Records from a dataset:
-----

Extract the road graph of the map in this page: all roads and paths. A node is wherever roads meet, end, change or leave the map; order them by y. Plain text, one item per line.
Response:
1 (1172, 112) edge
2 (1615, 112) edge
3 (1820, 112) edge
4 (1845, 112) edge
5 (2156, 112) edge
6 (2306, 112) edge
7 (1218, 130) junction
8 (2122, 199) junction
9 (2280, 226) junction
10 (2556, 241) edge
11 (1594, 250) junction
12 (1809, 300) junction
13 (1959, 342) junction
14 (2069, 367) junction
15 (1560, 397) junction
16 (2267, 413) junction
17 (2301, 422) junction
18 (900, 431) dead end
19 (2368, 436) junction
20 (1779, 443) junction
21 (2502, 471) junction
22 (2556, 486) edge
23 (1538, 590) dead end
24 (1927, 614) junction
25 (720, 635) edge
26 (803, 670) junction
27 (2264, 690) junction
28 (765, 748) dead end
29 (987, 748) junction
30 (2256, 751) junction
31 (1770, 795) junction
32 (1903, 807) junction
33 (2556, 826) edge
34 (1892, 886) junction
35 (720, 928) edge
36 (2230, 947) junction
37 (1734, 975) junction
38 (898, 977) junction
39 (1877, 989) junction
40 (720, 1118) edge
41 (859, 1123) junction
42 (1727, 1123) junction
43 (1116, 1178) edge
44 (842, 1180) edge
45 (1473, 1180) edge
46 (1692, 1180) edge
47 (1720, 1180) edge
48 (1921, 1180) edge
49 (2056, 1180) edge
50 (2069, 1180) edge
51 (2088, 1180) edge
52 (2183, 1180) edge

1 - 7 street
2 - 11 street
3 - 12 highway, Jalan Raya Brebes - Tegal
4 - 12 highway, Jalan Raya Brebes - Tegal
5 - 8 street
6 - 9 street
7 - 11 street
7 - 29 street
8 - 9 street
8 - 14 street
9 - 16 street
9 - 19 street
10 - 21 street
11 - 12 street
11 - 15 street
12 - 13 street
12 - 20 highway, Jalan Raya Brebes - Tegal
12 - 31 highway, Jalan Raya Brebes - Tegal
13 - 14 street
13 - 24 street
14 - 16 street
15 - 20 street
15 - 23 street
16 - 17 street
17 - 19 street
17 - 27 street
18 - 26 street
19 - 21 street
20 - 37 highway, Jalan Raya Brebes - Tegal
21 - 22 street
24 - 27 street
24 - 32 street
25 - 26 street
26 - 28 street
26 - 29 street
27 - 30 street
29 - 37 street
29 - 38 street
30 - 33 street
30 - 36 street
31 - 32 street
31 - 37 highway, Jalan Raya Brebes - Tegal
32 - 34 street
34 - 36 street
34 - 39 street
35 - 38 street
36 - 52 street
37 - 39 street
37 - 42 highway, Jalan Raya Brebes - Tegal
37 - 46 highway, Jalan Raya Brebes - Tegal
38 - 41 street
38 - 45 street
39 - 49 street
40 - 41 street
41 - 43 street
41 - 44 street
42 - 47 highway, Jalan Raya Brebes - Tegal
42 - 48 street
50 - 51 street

-----

Could you retype every line of the data exactly?

**RESPONSE TO THE TASK**.
Extract the road graph of the map in this page: all roads and paths. A node is wherever roads meet, end, change or leave the map; order them by y. Plain text, one item per line.
Response:
1 (1172, 112) edge
2 (1615, 112) edge
3 (1820, 112) edge
4 (1845, 112) edge
5 (2156, 112) edge
6 (2306, 112) edge
7 (1218, 130) junction
8 (2122, 199) junction
9 (2280, 226) junction
10 (2556, 241) edge
11 (1594, 250) junction
12 (1809, 300) junction
13 (1959, 342) junction
14 (2069, 367) junction
15 (1560, 397) junction
16 (2267, 413) junction
17 (2301, 422) junction
18 (900, 431) dead end
19 (2368, 436) junction
20 (1779, 443) junction
21 (2502, 471) junction
22 (2556, 486) edge
23 (1538, 590) dead end
24 (1927, 614) junction
25 (720, 635) edge
26 (803, 670) junction
27 (2264, 690) junction
28 (765, 748) dead end
29 (987, 748) junction
30 (2256, 751) junction
31 (1770, 795) junction
32 (1903, 807) junction
33 (2556, 826) edge
34 (1892, 886) junction
35 (720, 928) edge
36 (2230, 947) junction
37 (1734, 975) junction
38 (898, 977) junction
39 (1877, 989) junction
40 (720, 1118) edge
41 (859, 1123) junction
42 (1727, 1123) junction
43 (1116, 1178) edge
44 (842, 1180) edge
45 (1473, 1180) edge
46 (1692, 1180) edge
47 (1720, 1180) edge
48 (1921, 1180) edge
49 (2056, 1180) edge
50 (2069, 1180) edge
51 (2088, 1180) edge
52 (2183, 1180) edge

1 - 7 street
2 - 11 street
3 - 12 highway, Jalan Raya Brebes - Tegal
4 - 12 highway, Jalan Raya Brebes - Tegal
5 - 8 street
6 - 9 street
7 - 11 street
7 - 29 street
8 - 9 street
8 - 14 street
9 - 16 street
9 - 19 street
10 - 21 street
11 - 12 street
11 - 15 street
12 - 13 street
12 - 20 highway, Jalan Raya Brebes - Tegal
12 - 31 highway, Jalan Raya Brebes - Tegal
13 - 14 street
13 - 24 street
14 - 16 street
15 - 20 street
15 - 23 street
16 - 17 street
17 - 19 street
17 - 27 street
18 - 26 street
19 - 21 street
20 - 37 highway, Jalan Raya Brebes - Tegal
21 - 22 street
24 - 27 street
24 - 32 street
25 - 26 street
26 - 28 street
26 - 29 street
27 - 30 street
29 - 37 street
29 - 38 street
30 - 33 street
30 - 36 street
31 - 32 street
31 - 37 highway, Jalan Raya Brebes - Tegal
32 - 34 street
34 - 36 street
34 - 39 street
35 - 38 street
36 - 52 street
37 - 39 street
37 - 42 highway, Jalan Raya Brebes - Tegal
37 - 46 highway, Jalan Raya Brebes - Tegal
38 - 41 street
38 - 45 street
39 - 49 street
40 - 41 street
41 - 43 street
41 - 44 street
42 - 47 highway, Jalan Raya Brebes - Tegal
42 - 48 street
50 - 51 street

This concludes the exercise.